Stored items:

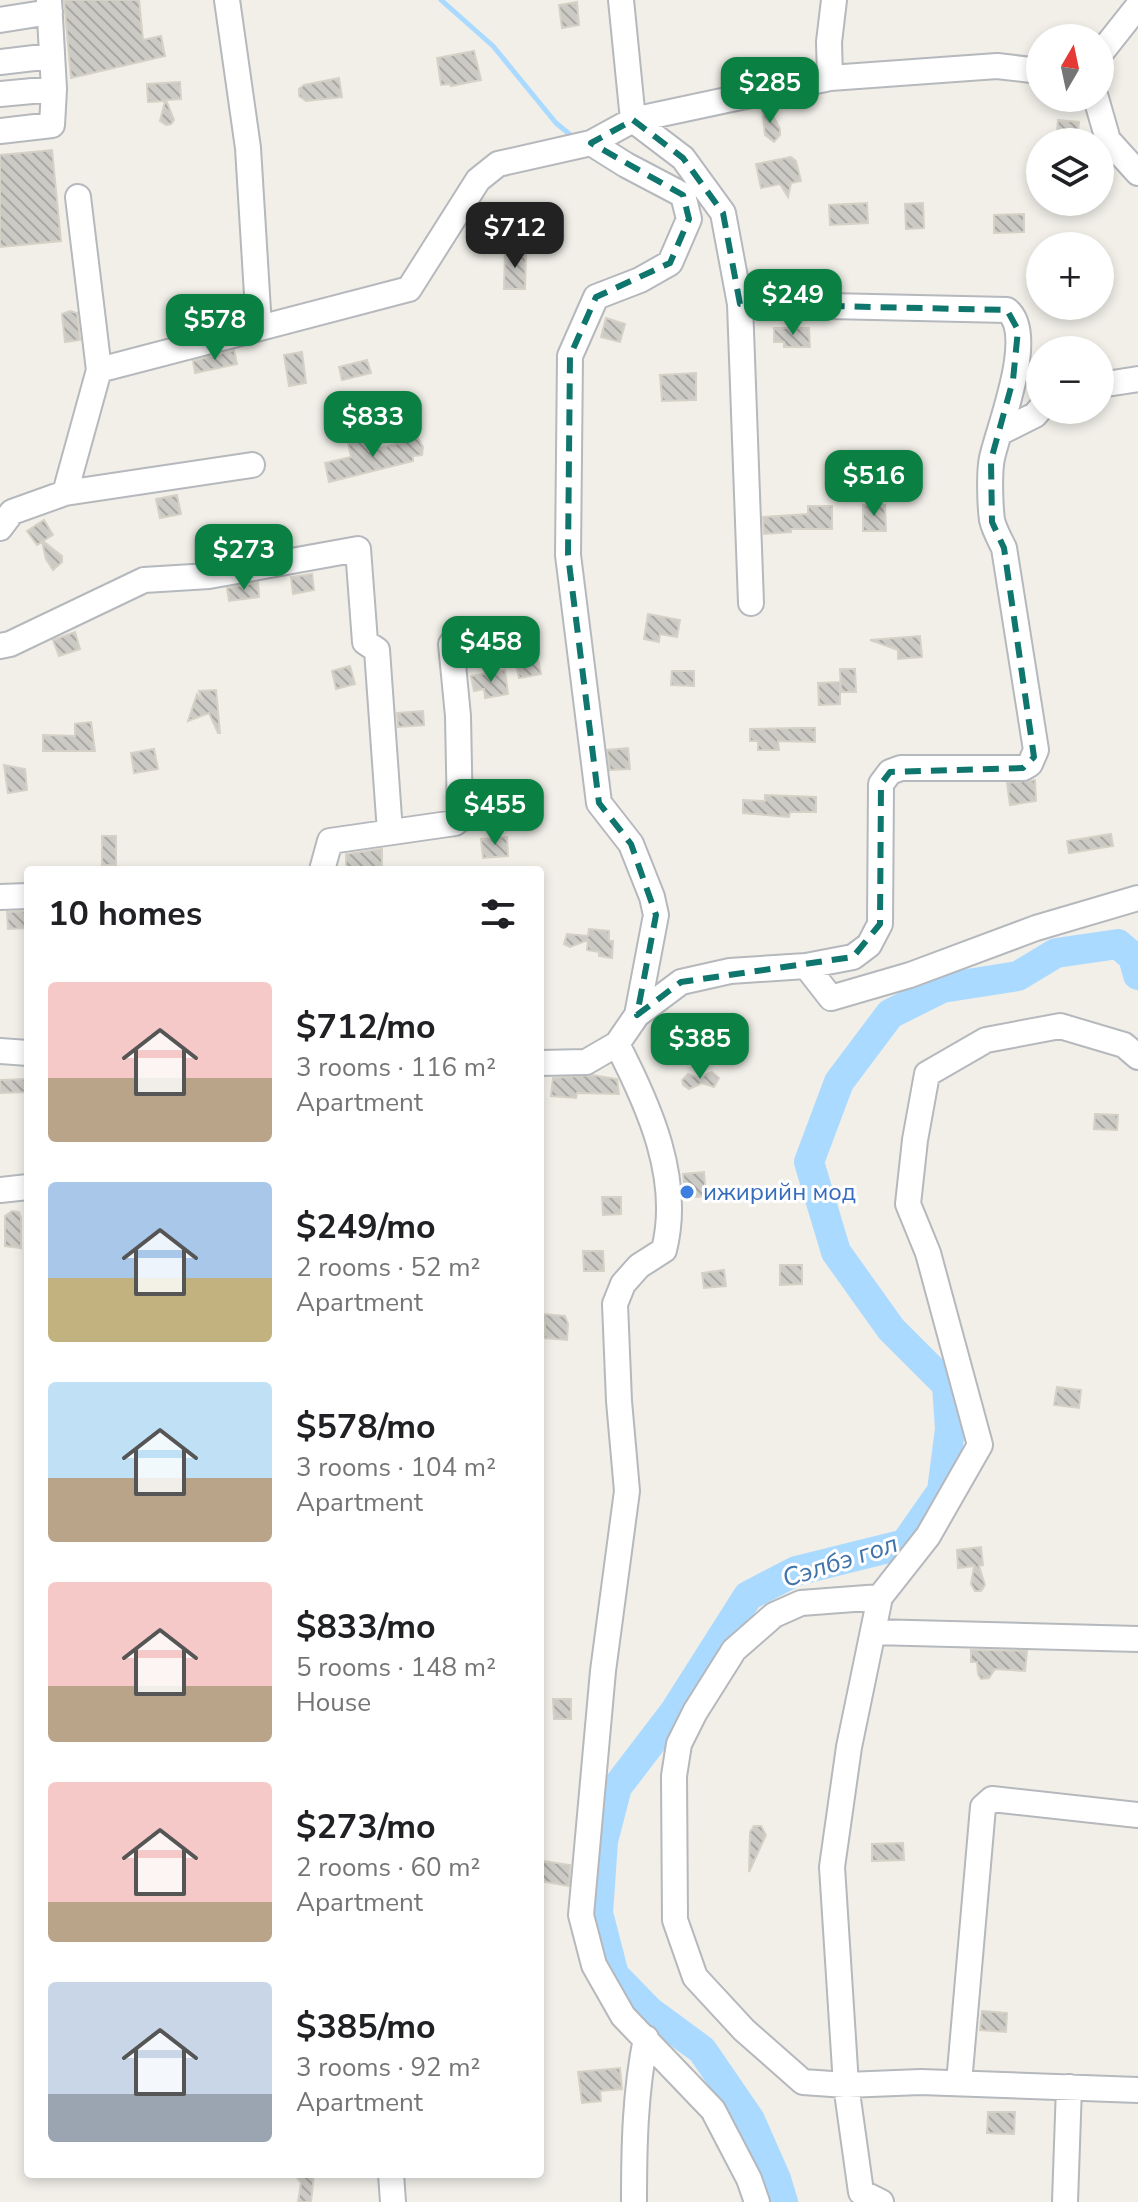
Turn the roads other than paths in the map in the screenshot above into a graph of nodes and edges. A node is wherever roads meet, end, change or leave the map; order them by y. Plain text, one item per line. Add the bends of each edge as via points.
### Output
1 (227, 0) edge
2 (621, 0) edge
3 (834, 0) edge
4 (50, 6) edge
5 (1138, 6) edge
6 (0, 20) edge
7 (1114, 36) edge
8 (51, 56) junction
9 (0, 62) edge
10 (1026, 69) edge
11 (830, 78) junction
12 (54, 89) junction
13 (0, 94) edge
14 (1100, 112) edge
15 (633, 120) junction
16 (0, 131) edge
17 (591, 143) junction
18 (1138, 173) edge
19 (78, 197) dead end
20 (740, 304) junction
21 (259, 327) junction
22 (99, 370) junction
23 (1138, 379) edge
24 (1114, 383) edge
25 (1026, 420) edge
26 (1001, 432) junction
27 (252, 465) dead end
28 (65, 493) junction
29 (0, 528) edge
30 (751, 603) dead end
31 (451, 644) dead end
32 (0, 646) edge
33 (390, 832) junction
34 (323, 866) edge
35 (24, 896) edge
36 (0, 897) edge
37 (1138, 898) edge
38 (806, 966) junction
39 (637, 1015) junction
40 (617, 1044) junction
41 (0, 1051) edge
42 (24, 1053) edge
43 (1138, 1057) edge
44 (544, 1063) edge
45 (24, 1187) edge
46 (0, 1190) edge
47 (880, 1597) junction
48 (873, 1632) junction
49 (1138, 1639) edge
50 (1138, 1815) edge
51 (646, 2038) junction
52 (959, 2083) junction
53 (846, 2085) junction
54 (1069, 2087) junction
55 (1138, 2090) edge
56 (391, 2178) edge
57 (393, 2202) edge
58 (634, 2202) edge
59 (757, 2202) edge
60 (881, 2202) edge
61 (1065, 2202) edge

1 - 21 street via 248,148
2 - 15 street
3 - 11 street
4 - 6 street
4 - 8 street
5 - 7 street
8 - 9 street
8 - 12 street
10 - 11 street via 997,66
11 - 15 street
12 - 13 street
12 - 16 street via 52,125
14 - 18 street via 1108,140
15 - 17 street
15 - 20 street via 683,158 723,213
17 - 21 street via 498,164 478,180 409,289
17 - 39 street via 683,195 689,219 670,263 596,297 570,356 568,555 599,803 631,844 656,915
19 - 22 street
20 - 26 street via 1007,310 1018,330
20 - 30 street
21 - 22 street
22 - 28 street
23 - 24 street
25 - 26 street
26 - 38 street via 991,460 992,522 1004,548 1034,757 1023,768 890,772 881,784 880,924 869,945 853,957
27 - 28 street
28 - 29 street via 12,512
31 - 33 street via 460,819
32 - 33 street via 144,580 209,576 358,549 365,642 377,650
33 - 34 street via 330,841
35 - 36 street
37 - 38 street via 831,998
38 - 39 street via 730,971 681,982
39 - 40 street
40 - 44 street via 586,1062
40 - 51 street via 657,1134 670,1226 664,1250 639,1266 615,1304 627,1491 603,1671 581,1915 594,1965 623,2016
41 - 42 street
43 - 47 street via 1124,1045 1060,1026 986,1040 927,1074 908,1204 928,1253 980,1445 928,1536
45 - 46 street
47 - 48 street
47 - 53 street via 801,1603 774,1615 734,1650 695,1712 679,1744 674,1776 675,1920 695,1977 803,2082
48 - 49 street
48 - 53 street via 832,1867
50 - 52 street via 992,1799 983,1807
51 - 58 street via 634,2123
51 - 59 street via 713,2110
52 - 53 street
52 - 54 street
53 - 60 street via 861,2192
54 - 55 street
54 - 61 street
56 - 57 street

■ Exercise details
For every line above that includes the string "dead", copy the line.

■ Output for this task
19 (78, 197) dead end
27 (252, 465) dead end
30 (751, 603) dead end
31 (451, 644) dead end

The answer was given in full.